I got really excited when I came upon my first American Bison or Buffalo in the Theodore Roosevelt National Park in North Dakota. It was around the next bend from the elk herd I talked about earlier this week. He was down in a ravine all by himself. If there where others with him, they kept out of view. Leaving the warmth of the car, I walked across the road to take some photographs and observe.
This is when I first saw how the bison find their food in deep snow. He lifted his head to the right and, using his head as a plow, he moved it to the left while burying it into the snow. This exposed a wide swath of grass which he proceeded to munch on for several minutes before moving a bit forward and repeating the snow removal process. I watched him do this for awhile but the sub-zero temperatures won out and I returned to the car to continue my quest and warm my feet. Though I had found a buffalo, I wanted to see more.
Now I knew what to look for in the snow. When a bison herd stops to graze, they clear off large areas. I could see many places where herds had been in the fields, hills and valleys I was passing. Yet, no animals. I was getting a bit discouraged as I was coming to the end of the park road which had turned from pavement to gravel.
I was listening to the tires going over the mix of snow and stones when I came upon a herd of some twenty American Bison who has the duplicity scientific name of Bison bison. I slowly came to a stop and opened the passenger side window as they were off the right hand side of the road (while we Americans drive on the left side of our vehicles). Using my longest and heaviest lens, the Nikon 80-400 VR, I started photographing from the drivers seat. As they were about 100 yards (91 meters) away from me I was using the full 400mm setting on my 1.5x cropped Nikon D70 which amounts to 600mm on a full frame camera body. I began with earnest to photograph the herd and its individuals. This proved very uncomfortable as I kept stretching over to the passenger side over the car’s center console. I didn’t want to get out and make noise moving either. The herd of bison were very busy feeding themselves and I did not want to disturb such an important process. They had a long winter ahead of them and would need all the nourishment they could get.
After a time, I figured they were not going anywhere and drove up and over the next hill out of their sight. I turned around and returned. Parking on the far left of the road in the opposite direction, I settled in to comfortably photograph the herd from the drivers seat for the next two hours.

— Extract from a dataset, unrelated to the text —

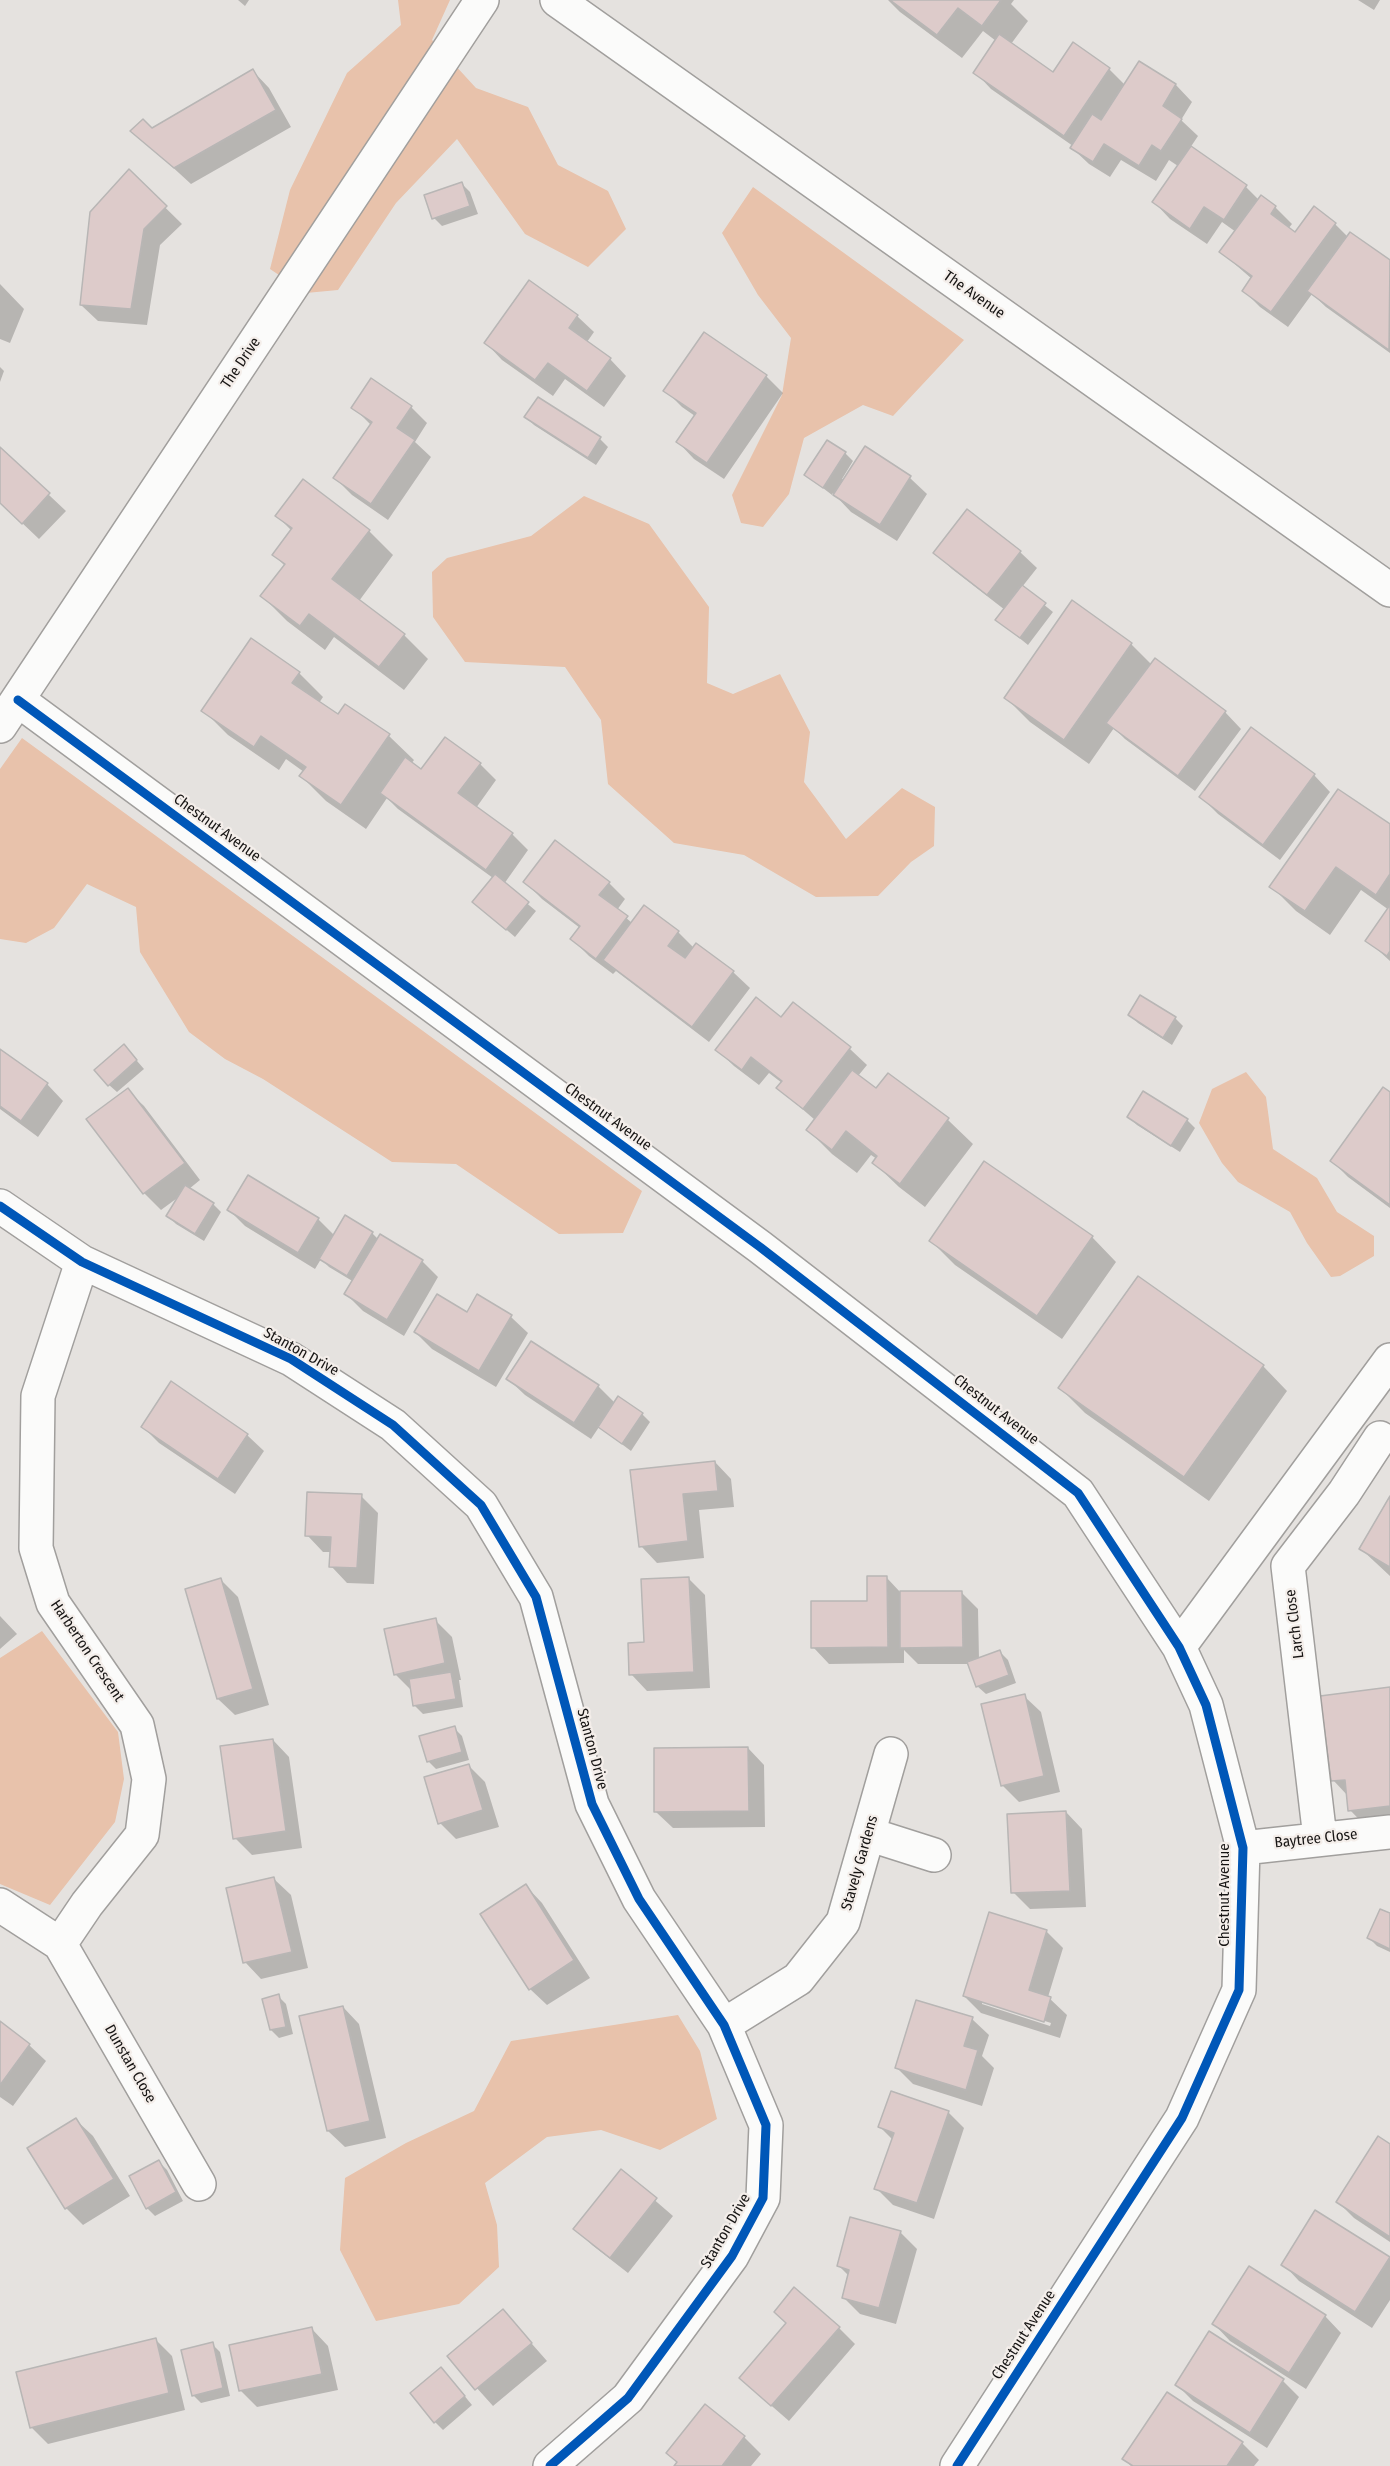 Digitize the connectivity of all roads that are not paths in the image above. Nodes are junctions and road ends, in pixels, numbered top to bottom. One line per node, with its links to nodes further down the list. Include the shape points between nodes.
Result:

There were three large males keeping their distance from me. No doubt that is how they survive us tourists invading their home. The largest (pictured above) would have been a prized trophy back in Theodore Roosevelt’s time of the late 1800′s. Today, he is safe inside the park’s boundaries named after the former President of the United States who was also an avid hunter. Unlike the large males, the other males, females and young calves kept getting closer and closer to my location. I changed from getting “look what I saw” type of photos to being able to compose photographs and portraits of the bison. At one time there were a half dozen individuals within ten feet of me. Zoom lenses are not as sharp as prime lenses, however, using one on this day proved very fortunate as I was able to zoom from 80 to 400mm and get lots of different photographs of the brown and shaggy beasts.
Though they looked peaceful, the bison kept an eye on me. Being a national park, I am sure they are used to cars stopping and people gawking at them. Some with equipment like mine. I was nothing new to them. I know they could hear my camera clicking as I could hear them breathing the cold air and eating the browse they continued to uncover. Their snow masked faces making it hard to see their eyes until they got near me.
It was getting close to the time I needed to return to pick up my daughter from work, four of the bison (3 adults and a young calf) came up on the road in front of me and completely blocked it. I wondered if they wanted to keep me here and how was I going to get past them. The car I was in was no match for them if they decided to hold their ground. A passing Park Ranger truck showed me how by slowing down and never stopping, the bison gave way without a fuss. After a few more minutes, it was time for me to leave. I bid them goodbye and safe journey through a long winter knowing I had a long one of my own the next day.
Photographing wildlife in their home from the smallest birds and insects to these large American Bison on a winter’s day brings to me excitement, wonder and hope. We share our precious planet Earth with billions of creatures who can not withstand humankind. However, a planet without them would be barren and sad to live in.